The issue of whether a party's voluntary dismissal of an appeal involving a related case constitutes an abandonment of that party's subsequent action for legal malpractice based upon allegations of negligence occurring in the related case was considered by the third district in Pennsylvania Insurance Guaranty Association v. Sikes, 590 So. 2d 1051 (Fla. 3d DCA 1991). In Sikes, an insurance company sued its trial counsel for legal malpractice alleging that counsel had been negligent in defending the company in a related personal injury lawsuit. In the personal injury lawsuit, the trial court had determined that the insurance company's pleadings were inadequate and the court denied the company's motion to amend its pleadings. The matter proceeded to trial and a verdict was later returned against the insurance company. Of particular importance to our Discussion is the fact that, after the adverse judgment was entered against the insurance company, the company immediately retained new counsel and appealed the final judgment. The claims of error raised in the appeal related to whether the trial court erred in ruling on the adequacy of the insurance company's pleadings. However, before the appeal was perfected, the insurance company settled the underlying personal injury lawsuit and voluntarily dismissed the pending appeal.
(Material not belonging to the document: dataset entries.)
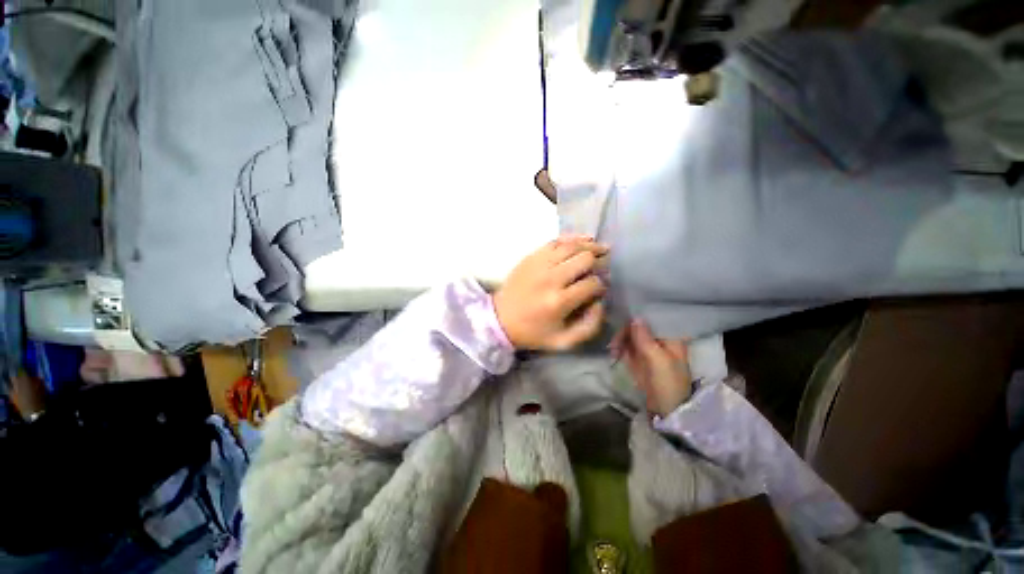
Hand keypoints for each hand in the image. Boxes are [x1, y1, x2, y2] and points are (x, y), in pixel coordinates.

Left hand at [494, 236, 607, 349]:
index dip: (601, 285)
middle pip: (585, 259)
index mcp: (559, 301)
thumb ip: (589, 326)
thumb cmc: (533, 332)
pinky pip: (556, 241)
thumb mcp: (564, 342)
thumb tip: (600, 302)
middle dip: (599, 262)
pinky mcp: (531, 257)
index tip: (600, 289)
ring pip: (572, 246)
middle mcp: (551, 278)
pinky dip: (572, 238)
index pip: (592, 284)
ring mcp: (539, 264)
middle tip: (602, 266)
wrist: (500, 318)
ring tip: (600, 249)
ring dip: (590, 246)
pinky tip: (584, 239)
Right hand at [611, 320, 691, 416]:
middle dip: (625, 330)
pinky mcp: (638, 356)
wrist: (665, 410)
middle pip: (638, 324)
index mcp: (671, 336)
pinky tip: (614, 354)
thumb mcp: (658, 360)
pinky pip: (625, 345)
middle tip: (615, 342)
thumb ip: (645, 338)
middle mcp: (658, 338)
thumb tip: (635, 316)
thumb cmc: (668, 384)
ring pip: (629, 333)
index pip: (653, 317)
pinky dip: (618, 347)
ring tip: (613, 350)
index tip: (623, 315)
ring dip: (619, 339)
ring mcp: (647, 347)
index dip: (638, 314)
Thereafter, the insurance company sued its trial counsel for malpractice, alleging that the attorney had negligently prepared the pleadings in the personal injury lawsuit. To support this claim, the insurance company relied upon the trial court's ruling that the pleadings were inadequate. Trial counsel moved for summary judgment alleging that the insurance company could not prevail on its claim for legal malpractice because, by voluntarily dismissing its appeal in the personal injury lawsuit, the company had deprived the appellate court of the opportunity to decide whether the trial court had erred in ruling on the adequacy of the pleadings drafted by counsel. The trial court agreed and entered summary judgment in favor of trial counsel. Upon review, the third district affirmed the summary judgment, holding "on the facts of this case . . . the [insurance company's] settlement of the underlying personal injury case, while the appeal was pending, constituted an abandonment of any claim that [the insurance company's] loss resulted from legal malpractice rather than judicial error." Id. at 1053. Importantly, the third district noted that "in all likelihood, there would have been a reversal of the judgment" entered in the personal injury case because the trial court had erred in finding that the defensive pleadings were inadequate. Id. at 1053. The court then explained its theory of abandonment by noting that the error which lead to the entry of judgment against the insurance company in the personal injury suit "was judicial error rather than legal malpractice." Id. at 1052. Notably, the third district cautiously based its ruling "on the facts of this case," thereby emphasizing that this theory of abandonment must be narrowly applied on a case by case basis.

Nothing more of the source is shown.